The last major series of prints made by Goya was Disparates ( “Follies” ), which was also called Proverbios (‘Proverbs’) in the first edition. He began work on it in 1816, but had to leave it unfinished when he departed for France in 1824 before the return of absolutism following the Liberal Triennium. This is why it was not published during the artist’s lifetime. Eighteen of the 22 prints that make up the series were published in 1864 the Royal Academy of Fine Arts of San Fernando and the last four were published in Paris in 1877.

The enigmatic images of the Disparates prints are difficult to interpret and the series lacks a narrative unity or logic. We do not know how Goya would have ordered the prints. Only the titles of 13 are known, thanks to test etchings, and all start with the word disparate (‘folly’). Those that seem playful, light-hearted and carnivalesque take on a spooky and sinister air due to the dramatic qualities of the nocturnal light. Most of the subjects in Disparates had already been addressed by Goya in Caprichos, but now he did so in a dramatic and grotesque way.
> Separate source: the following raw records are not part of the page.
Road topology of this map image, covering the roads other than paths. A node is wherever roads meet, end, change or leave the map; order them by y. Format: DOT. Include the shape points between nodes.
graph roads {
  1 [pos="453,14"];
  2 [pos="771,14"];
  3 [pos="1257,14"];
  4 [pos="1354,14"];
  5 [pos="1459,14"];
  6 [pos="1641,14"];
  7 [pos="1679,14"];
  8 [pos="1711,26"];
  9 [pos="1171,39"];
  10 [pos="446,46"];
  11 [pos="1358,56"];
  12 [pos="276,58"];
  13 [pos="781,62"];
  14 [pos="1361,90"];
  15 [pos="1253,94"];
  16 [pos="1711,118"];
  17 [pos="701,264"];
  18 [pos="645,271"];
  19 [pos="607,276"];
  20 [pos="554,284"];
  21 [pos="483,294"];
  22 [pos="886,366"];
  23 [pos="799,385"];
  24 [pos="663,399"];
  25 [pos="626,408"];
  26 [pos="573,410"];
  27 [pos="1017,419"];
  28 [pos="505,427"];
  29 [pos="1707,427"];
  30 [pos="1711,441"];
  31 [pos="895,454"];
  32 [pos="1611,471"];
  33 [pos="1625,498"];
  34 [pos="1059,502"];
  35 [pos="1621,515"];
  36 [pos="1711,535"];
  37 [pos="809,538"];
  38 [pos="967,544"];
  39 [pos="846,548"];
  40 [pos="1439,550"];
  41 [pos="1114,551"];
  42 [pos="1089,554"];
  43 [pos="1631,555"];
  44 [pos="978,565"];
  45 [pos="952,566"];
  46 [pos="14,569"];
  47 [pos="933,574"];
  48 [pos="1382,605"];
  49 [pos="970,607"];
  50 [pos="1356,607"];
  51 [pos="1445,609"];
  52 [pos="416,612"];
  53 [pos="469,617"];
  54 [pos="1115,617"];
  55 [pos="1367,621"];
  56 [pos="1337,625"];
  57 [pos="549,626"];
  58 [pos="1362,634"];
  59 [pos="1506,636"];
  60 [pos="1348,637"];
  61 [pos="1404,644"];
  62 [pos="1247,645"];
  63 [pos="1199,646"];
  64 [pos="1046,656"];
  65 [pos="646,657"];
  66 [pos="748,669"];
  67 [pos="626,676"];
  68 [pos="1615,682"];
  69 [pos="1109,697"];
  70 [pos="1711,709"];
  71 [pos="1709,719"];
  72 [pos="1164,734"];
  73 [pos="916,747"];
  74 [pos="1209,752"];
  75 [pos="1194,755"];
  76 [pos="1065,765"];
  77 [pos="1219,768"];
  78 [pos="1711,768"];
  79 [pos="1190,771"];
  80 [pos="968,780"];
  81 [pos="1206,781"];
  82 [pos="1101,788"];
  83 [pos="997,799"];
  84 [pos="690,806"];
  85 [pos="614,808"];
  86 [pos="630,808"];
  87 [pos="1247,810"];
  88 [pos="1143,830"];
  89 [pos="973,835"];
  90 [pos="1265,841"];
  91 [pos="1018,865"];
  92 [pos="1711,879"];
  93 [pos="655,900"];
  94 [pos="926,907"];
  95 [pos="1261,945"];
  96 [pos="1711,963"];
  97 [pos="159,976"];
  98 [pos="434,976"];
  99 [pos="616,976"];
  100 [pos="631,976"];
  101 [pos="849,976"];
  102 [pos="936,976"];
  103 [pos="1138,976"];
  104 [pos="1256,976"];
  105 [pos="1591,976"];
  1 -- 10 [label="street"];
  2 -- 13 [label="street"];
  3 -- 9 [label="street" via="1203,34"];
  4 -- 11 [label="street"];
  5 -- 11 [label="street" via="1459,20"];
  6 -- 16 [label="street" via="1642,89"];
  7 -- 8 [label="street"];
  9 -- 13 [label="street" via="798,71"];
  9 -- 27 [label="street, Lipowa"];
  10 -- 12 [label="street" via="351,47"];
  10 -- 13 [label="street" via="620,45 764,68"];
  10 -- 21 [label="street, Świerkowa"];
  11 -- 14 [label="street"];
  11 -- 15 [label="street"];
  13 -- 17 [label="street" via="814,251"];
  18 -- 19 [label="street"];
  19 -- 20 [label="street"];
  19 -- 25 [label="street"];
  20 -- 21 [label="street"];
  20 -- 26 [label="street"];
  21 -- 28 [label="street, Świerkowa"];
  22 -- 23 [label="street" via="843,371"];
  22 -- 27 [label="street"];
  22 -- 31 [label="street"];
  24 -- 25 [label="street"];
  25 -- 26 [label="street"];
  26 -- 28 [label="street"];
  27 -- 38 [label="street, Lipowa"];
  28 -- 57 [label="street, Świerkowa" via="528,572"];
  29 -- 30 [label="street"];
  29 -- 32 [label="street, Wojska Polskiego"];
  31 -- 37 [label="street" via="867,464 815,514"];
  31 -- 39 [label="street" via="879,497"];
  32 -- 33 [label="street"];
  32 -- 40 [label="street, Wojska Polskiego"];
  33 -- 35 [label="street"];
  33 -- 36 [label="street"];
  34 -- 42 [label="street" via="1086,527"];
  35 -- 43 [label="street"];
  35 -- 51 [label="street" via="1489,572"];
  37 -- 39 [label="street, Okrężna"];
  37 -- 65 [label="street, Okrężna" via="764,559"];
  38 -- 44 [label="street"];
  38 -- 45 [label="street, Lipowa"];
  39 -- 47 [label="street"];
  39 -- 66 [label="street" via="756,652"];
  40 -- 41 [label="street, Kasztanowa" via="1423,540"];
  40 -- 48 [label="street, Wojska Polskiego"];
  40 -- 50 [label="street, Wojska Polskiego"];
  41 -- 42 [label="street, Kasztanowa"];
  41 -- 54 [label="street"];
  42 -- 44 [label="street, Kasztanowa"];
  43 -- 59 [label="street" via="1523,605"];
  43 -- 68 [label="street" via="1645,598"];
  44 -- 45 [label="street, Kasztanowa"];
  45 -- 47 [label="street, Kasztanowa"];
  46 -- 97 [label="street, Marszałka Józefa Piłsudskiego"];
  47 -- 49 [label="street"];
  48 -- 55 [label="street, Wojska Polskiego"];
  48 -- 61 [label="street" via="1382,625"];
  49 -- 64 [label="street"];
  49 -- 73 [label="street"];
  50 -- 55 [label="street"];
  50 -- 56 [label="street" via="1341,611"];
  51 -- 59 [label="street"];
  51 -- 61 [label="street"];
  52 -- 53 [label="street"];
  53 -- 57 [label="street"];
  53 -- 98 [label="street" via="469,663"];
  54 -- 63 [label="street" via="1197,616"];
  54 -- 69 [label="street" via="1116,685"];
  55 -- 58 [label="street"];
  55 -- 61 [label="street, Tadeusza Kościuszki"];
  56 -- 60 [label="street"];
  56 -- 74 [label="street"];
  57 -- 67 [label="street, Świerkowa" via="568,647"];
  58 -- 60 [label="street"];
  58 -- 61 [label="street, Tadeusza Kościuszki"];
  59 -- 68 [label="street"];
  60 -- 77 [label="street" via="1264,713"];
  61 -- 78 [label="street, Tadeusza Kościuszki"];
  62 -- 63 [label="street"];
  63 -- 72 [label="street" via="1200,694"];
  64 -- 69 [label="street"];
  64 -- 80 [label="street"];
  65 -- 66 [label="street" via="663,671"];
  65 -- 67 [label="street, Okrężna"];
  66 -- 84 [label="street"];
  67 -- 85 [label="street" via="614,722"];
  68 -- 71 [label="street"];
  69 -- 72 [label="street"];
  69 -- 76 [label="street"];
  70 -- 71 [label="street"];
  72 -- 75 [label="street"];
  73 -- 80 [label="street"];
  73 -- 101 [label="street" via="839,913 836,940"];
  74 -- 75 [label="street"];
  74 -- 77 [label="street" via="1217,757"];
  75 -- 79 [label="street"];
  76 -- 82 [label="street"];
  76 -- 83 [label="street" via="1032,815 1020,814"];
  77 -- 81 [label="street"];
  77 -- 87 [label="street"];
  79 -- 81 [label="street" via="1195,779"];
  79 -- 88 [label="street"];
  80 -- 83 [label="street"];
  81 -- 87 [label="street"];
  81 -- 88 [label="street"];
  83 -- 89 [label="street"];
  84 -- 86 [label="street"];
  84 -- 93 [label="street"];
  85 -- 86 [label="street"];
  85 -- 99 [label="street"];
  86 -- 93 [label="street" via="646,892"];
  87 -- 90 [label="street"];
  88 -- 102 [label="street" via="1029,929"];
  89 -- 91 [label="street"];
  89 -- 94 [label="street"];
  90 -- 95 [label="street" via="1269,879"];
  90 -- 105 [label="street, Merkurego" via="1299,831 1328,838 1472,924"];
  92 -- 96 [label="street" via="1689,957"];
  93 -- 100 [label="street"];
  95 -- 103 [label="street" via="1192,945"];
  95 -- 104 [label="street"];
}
The Disparates series must be interpreted as irrational. Fear of the unknown; the ridiculing of forced marriages; manifestations of eroticism and loving relationships as all-consuming; the fantasy of flying; and mockery of those surrounding King Ferdinand VII and who boasted of being ‘loyal’, either due to self-interest or hypocrisy, seem to explain some of these Disparates. Goya is pessimistic in these works and seems to have lost confidence in man.